There is this odd jumble of feelings wriggling inside of me. I am so, so proud of her. After all these years of dreaming about this day, and it’s finally here. I am hopeful for her. I am excited for her. I’m worried for her and for her safety. I am mournful and I am heartbroken and I am simply very sad. I feel like dancing and punching a wall all at the same time. I am probably going to feel like this for a while, I imagine.
I, as well as my sister Bailey and friend Corynne, got up at around 3:50 this morning to catch her before her flight. She was pleasantly surprised (which was our goal), and we got to hug it out one last time before sending her off for eighteen months.

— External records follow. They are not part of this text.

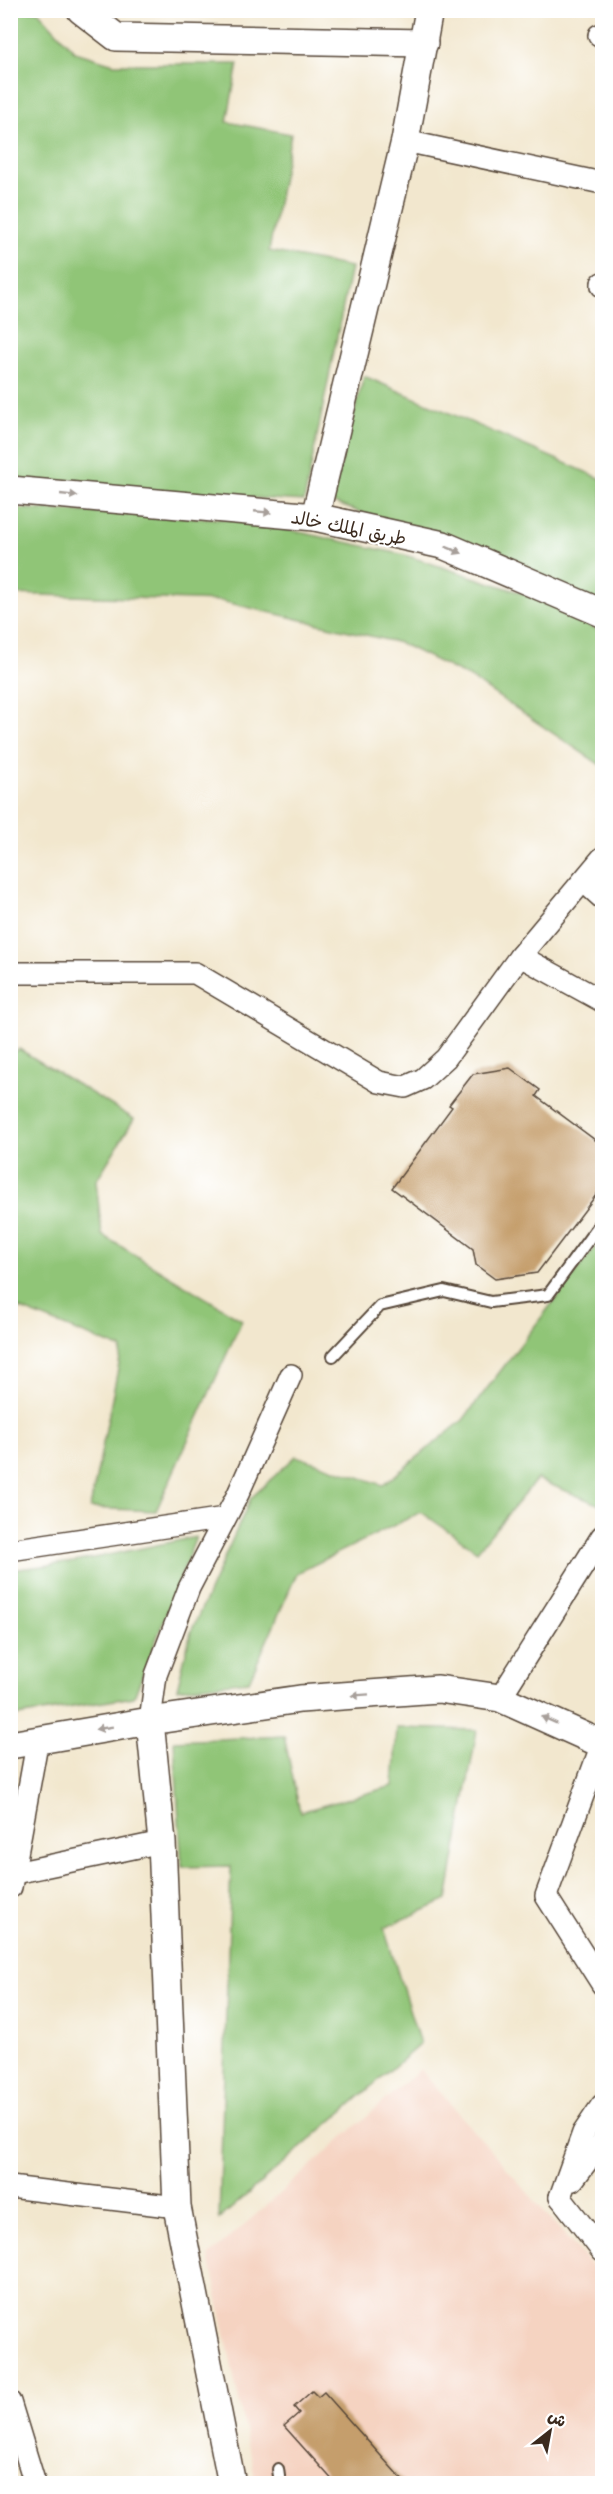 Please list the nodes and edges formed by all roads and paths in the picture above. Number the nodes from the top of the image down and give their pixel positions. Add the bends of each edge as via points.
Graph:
1 (81, 10) edge
2 (429, 10) edge
3 (424, 43) junction
4 (405, 141) junction
5 (603, 183) edge
6 (10, 490) edge
7 (315, 517) junction
8 (603, 613) edge
9 (603, 858) edge
10 (583, 882) junction
11 (603, 898) edge
12 (520, 956) junction
13 (10, 973) edge
14 (603, 1001) edge
15 (603, 1221) edge
16 (333, 1356) dead end
17 (291, 1375) dead end
18 (225, 1518) junction
19 (603, 1536) edge
20 (10, 1550) edge
21 (500, 1698) junction
22 (150, 1721) junction
23 (38, 1738) junction
24 (602, 1744) edge
25 (10, 1745) edge
26 (162, 1842) junction
27 (11, 1879) edge
28 (603, 1984) edge
29 (603, 2105) edge
30 (603, 2142) edge
31 (10, 2187) edge
32 (560, 2197) junction
33 (177, 2207) junction
34 (603, 2251) edge
35 (10, 2402) edge
36 (278, 2469) dead end
37 (35, 2484) edge
38 (232, 2484) edge
39 (280, 2484) edge

1 - 3 street via 117,37
2 - 3 street
3 - 4 street
4 - 5 street
4 - 7 street
6 -> 7 street, طريق الملك خالد
7 -> 8 street, طريق الملك خالد via 442,545
9 - 10 street
10 - 11 street
10 - 12 street
12 - 13 street via 446,1058 423,1079 405,1087 379,1082 195,973
12 - 14 street
15 - 16 lane via 548,1295 490,1302 444,1291 380,1306
17 - 18 street
18 - 20 street
18 - 22 street via 189,1588 156,1675
19 - 21 street
21 -> 22 street via 438,1689 300,1700
24 -> 21 street
22 -> 23 street
22 - 26 street
23 - 25 street
23 - 27 street
24 - 28 street via 546,1896
26 - 27 street
26 - 33 street
29 - 32 street via 584,2133
30 - 32 street
31 - 33 street
32 - 34 street
33 - 38 street
35 - 37 street
36 - 39 lane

I have watched many beloved friends and family members leave for missions, and I am certainly used to the motions by now, but I’m not going to lie—this one hurts the most so far. And it’s only been three hours. I even heard a Linkin Park song on the way home from seminary and started to tear up a little because Marthe and I love listening to LP together.
I am going to miss our inside jokes. I am going to miss her wild curls. I am going to miss our secret language and how I always know just what to do to make her burst out laughing and how she remembers everything I’ve ever told her and the fact that she is a vegetarian and the fact that we share shoes and clothes and how she has loved and nurtured my little sisters like her own.

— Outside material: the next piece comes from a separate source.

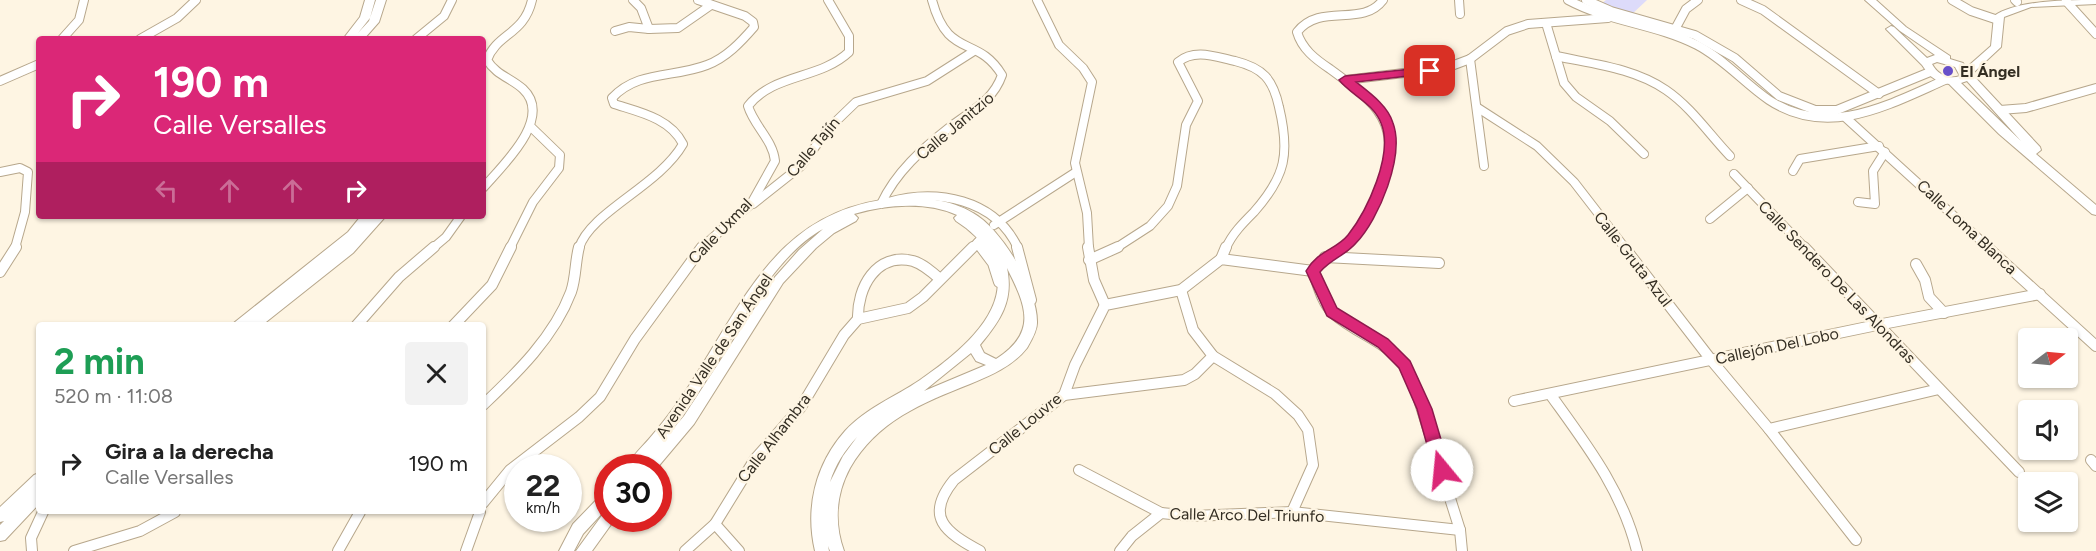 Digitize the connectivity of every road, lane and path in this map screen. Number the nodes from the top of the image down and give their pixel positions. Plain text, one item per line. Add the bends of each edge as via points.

Hummina shummina. Is it a full moon tonight? Spare drawer with a toothbrush. If you don’t understand those words, then you are not Marthe or me. And you don’t understand. And that is okay. It’s just hard not having someone who knows what that means.

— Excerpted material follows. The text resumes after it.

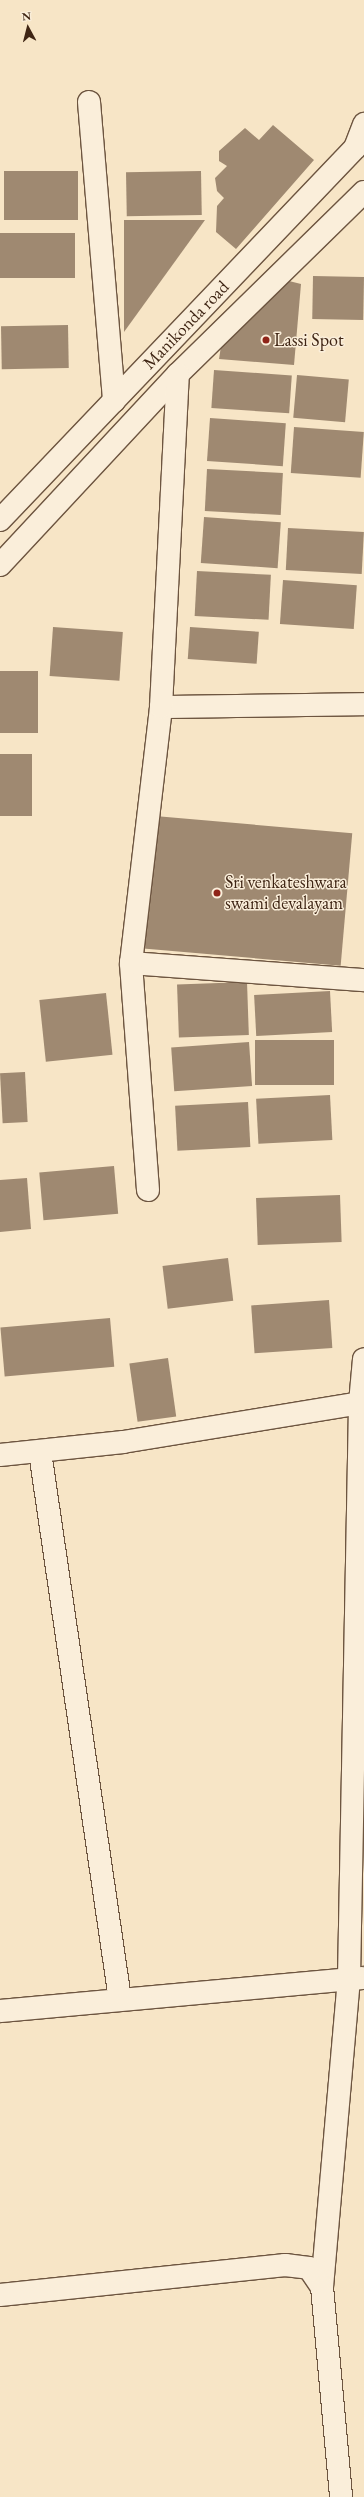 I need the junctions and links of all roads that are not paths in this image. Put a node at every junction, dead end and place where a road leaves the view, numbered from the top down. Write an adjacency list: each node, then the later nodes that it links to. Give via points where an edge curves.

We have been so blessed, though. Really. We have used our time together rather wisely. We have done so much together and have made so many memories that sparkle and shine inside me, and I wouldn’t change a thing. This past week, actually, Marthe, Corynne, and I were able to do something we have wanted to do for years: we had a professional best friend photoshoot.
It was kind of a miracle actually. It was so last-second, and I wasn’t sure if we could find a photographer who could squeeze us in with such short notice—but sure enough, a lovely woman in our ward, Sister Winzenz, was more than happy to help us out. And when I say she helped us out, I mean she took our highest hopes and magnified them by a million. Not only did the pictures turn out great, but the shoot itself was insanely amazing. We laughed the entire time and I was behind the camera telling corny jokes to make Marthe show her “derpy smile.” (Her words, not mine.) I think her “derpy smile” is beautiful. It's wide and genuine and captures what she's really like.
I am so grateful that I have hundreds of pictures and memories to look back on when times get hard. Heavenly Father truly does know how to comfort us and I am convinced that He is holding my hand during this rough patch. It comforts me to know that my best friend has dedicated this time in her life to bringing people to the gospel, that she has such a clear view of what is important. She is so courageous. She is such a strong, amazing woman.
I am lucky that she is my best friend. Farewell and good luck, Sister Winward.